As one of our members said to me during the months of our revival, “I want to thank you pastor, not for bringing the revival... we know that it came from God... but we thank you so much for ‘allowing’ it to happen.” Yes, I could have easily shut it down, halted the services, or prevented what I feared might become a disorderly display of emotion or mayhem. But I was willing to take “measured” risks, or perhaps better described as steps of “faith” to promote such liberty that God’s presence could move freely among His people. Obviously, every congregation and situation is different, and this may not be the pattern that fits all other churches or scenarios... but if persons will pray and seek Him diligently, He will find a way to help you break out of the stalemate... if only to stumble across it as we did. There will always be some measure of risk to anything God tells us to do... but that’s what faith is all about, believing and trusting in God when the outcome seems uncertain.
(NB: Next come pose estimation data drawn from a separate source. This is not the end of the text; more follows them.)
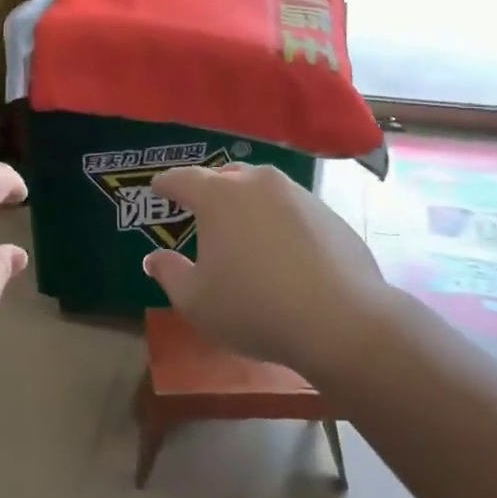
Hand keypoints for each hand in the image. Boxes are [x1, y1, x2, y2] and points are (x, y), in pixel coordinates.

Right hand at [142, 163, 401, 389]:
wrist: (342, 322)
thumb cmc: (254, 308)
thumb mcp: (195, 301)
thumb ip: (169, 274)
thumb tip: (154, 258)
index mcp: (218, 196)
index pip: (182, 179)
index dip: (166, 183)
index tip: (157, 188)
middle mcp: (257, 183)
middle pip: (225, 175)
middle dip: (208, 188)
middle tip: (200, 209)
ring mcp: (298, 195)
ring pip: (262, 188)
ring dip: (247, 202)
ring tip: (242, 228)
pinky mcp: (330, 215)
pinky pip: (292, 209)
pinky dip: (279, 220)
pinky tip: (281, 250)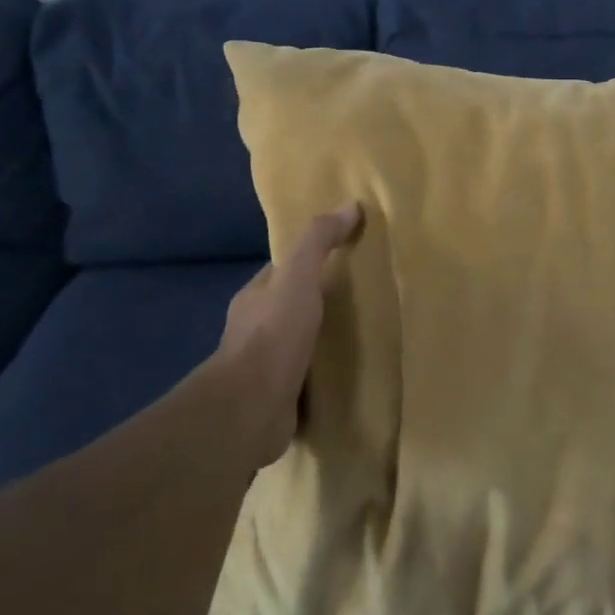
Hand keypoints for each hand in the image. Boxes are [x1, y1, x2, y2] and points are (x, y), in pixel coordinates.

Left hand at [214, 203, 362, 465]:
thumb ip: (319, 242)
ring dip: (322, 341)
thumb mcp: (299, 277)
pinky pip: (306, 378)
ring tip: (362, 336)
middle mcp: (255, 329)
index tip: (344, 257)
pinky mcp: (278, 397)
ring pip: (299, 344)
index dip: (311, 261)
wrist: (251, 409)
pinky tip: (350, 373)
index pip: (284, 271)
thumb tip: (350, 205)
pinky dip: (324, 374)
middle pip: (292, 306)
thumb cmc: (274, 335)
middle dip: (320, 303)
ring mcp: (264, 366)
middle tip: (363, 298)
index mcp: (255, 297)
6. Revival is worth pursuing. Not only is it worthwhile, sadly, without a spiritual renewal, many churches may end up withering away or closing their doors. For America, we also need a national revival, to bring lives back to the principles of God on which it was founded, otherwise I fear that our nation is going to face a swift and unpleasant demise. A spiritual awakening is something that only God can do... but we can help establish the necessary conditions. It will require much sacrificial prayer, a faithfulness to proclaim the truths and high ideals of God’s word, a willingness to die to our personal wants and preferences, and an obedience to humble ourselves to His will and desires. It will be challenging, but not nearly as much as it will be if we choose to ignore the need and continue business and usual. In the end, it will be worth it... and if no one else gets revived, at least you will!